- **Exercise**: What you produce should be every line from the data that includes "Smith".

++++

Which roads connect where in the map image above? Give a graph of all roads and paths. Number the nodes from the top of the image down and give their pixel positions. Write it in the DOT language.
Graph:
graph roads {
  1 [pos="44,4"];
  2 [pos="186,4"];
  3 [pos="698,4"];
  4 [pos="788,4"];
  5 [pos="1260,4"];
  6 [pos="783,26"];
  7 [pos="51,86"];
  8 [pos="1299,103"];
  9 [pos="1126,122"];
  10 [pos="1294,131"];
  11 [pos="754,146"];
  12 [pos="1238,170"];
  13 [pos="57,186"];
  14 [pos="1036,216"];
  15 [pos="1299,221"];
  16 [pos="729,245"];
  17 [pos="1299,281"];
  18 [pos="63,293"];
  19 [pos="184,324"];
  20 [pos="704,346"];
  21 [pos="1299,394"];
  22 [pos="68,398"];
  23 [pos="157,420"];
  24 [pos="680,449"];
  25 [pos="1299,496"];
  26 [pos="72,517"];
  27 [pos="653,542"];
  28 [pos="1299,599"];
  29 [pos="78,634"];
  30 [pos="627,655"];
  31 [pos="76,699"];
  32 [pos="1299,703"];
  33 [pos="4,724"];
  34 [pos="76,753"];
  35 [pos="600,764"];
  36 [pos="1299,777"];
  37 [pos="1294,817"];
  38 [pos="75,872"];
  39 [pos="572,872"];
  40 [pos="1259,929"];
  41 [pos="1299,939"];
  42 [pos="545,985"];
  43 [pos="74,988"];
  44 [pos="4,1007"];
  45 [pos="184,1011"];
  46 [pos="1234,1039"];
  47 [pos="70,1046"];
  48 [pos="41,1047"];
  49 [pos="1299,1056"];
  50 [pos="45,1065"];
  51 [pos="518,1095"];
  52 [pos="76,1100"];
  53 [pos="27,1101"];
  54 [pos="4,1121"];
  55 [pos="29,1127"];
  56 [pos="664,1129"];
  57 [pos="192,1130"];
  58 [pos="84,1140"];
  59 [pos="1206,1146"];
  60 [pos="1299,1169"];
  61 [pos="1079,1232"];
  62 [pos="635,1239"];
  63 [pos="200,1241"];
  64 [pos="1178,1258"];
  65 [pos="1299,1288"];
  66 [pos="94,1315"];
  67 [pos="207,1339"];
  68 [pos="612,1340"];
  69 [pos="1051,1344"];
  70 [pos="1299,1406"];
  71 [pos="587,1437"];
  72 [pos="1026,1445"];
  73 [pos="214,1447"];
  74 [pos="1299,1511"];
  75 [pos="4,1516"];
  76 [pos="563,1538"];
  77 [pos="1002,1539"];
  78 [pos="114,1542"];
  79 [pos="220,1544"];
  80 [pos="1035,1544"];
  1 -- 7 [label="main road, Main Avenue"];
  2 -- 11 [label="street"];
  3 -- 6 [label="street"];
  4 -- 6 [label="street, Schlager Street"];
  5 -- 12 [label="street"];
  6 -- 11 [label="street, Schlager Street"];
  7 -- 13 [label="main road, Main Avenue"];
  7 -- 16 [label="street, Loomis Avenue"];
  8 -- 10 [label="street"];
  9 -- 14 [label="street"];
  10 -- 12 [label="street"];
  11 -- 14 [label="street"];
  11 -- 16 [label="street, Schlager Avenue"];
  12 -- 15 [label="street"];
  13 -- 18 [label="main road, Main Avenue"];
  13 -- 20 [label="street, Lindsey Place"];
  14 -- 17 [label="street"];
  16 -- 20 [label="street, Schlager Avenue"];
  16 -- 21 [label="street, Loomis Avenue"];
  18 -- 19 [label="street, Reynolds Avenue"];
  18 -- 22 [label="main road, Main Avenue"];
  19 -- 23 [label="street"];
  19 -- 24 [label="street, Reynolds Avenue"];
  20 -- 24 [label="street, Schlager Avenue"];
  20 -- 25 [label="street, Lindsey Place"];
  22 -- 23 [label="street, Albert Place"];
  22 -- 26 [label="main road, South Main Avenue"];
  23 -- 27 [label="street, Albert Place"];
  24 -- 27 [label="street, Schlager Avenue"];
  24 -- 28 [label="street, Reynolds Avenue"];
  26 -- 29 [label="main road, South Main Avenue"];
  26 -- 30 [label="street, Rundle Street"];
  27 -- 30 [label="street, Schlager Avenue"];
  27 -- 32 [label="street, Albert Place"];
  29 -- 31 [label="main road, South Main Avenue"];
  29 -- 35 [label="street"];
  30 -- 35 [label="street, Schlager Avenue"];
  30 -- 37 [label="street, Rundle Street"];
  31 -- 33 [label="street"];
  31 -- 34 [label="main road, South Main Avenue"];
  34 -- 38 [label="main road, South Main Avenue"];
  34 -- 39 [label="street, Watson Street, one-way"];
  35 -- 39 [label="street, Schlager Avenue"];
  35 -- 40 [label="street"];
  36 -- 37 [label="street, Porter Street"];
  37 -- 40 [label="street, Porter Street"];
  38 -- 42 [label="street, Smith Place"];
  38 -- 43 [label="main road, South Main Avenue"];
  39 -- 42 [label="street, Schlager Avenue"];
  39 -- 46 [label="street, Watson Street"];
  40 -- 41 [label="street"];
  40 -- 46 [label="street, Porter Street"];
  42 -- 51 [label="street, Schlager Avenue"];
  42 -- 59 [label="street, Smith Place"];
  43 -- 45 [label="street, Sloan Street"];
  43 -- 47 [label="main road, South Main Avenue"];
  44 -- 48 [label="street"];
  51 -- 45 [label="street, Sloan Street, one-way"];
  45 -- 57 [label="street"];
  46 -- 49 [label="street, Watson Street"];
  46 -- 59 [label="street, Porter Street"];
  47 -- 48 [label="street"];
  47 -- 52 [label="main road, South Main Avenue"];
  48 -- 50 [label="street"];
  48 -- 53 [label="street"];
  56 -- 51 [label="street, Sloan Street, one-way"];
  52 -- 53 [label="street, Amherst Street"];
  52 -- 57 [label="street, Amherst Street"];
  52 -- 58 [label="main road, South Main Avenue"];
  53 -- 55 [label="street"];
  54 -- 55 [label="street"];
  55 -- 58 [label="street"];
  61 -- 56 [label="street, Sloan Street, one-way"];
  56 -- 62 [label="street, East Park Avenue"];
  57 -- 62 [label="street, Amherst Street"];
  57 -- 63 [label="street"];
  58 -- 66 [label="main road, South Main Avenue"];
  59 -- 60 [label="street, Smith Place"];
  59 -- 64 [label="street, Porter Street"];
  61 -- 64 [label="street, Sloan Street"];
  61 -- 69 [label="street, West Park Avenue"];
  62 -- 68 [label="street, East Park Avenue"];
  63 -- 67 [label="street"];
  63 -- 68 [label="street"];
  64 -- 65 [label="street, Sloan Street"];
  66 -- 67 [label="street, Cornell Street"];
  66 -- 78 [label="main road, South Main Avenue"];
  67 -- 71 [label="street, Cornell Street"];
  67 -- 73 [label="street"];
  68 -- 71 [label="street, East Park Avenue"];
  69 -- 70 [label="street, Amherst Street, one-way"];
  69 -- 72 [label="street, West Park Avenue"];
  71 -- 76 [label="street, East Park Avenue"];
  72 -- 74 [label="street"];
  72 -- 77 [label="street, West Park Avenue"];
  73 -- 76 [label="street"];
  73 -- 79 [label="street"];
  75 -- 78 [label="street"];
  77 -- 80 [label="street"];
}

++++

- **Task result**:
  38 -- 42 [label="street, Smith Place"];
  42 -- 59 [label="street, Smith Place"];
  59 -- 60 [label="street, Smith Place"];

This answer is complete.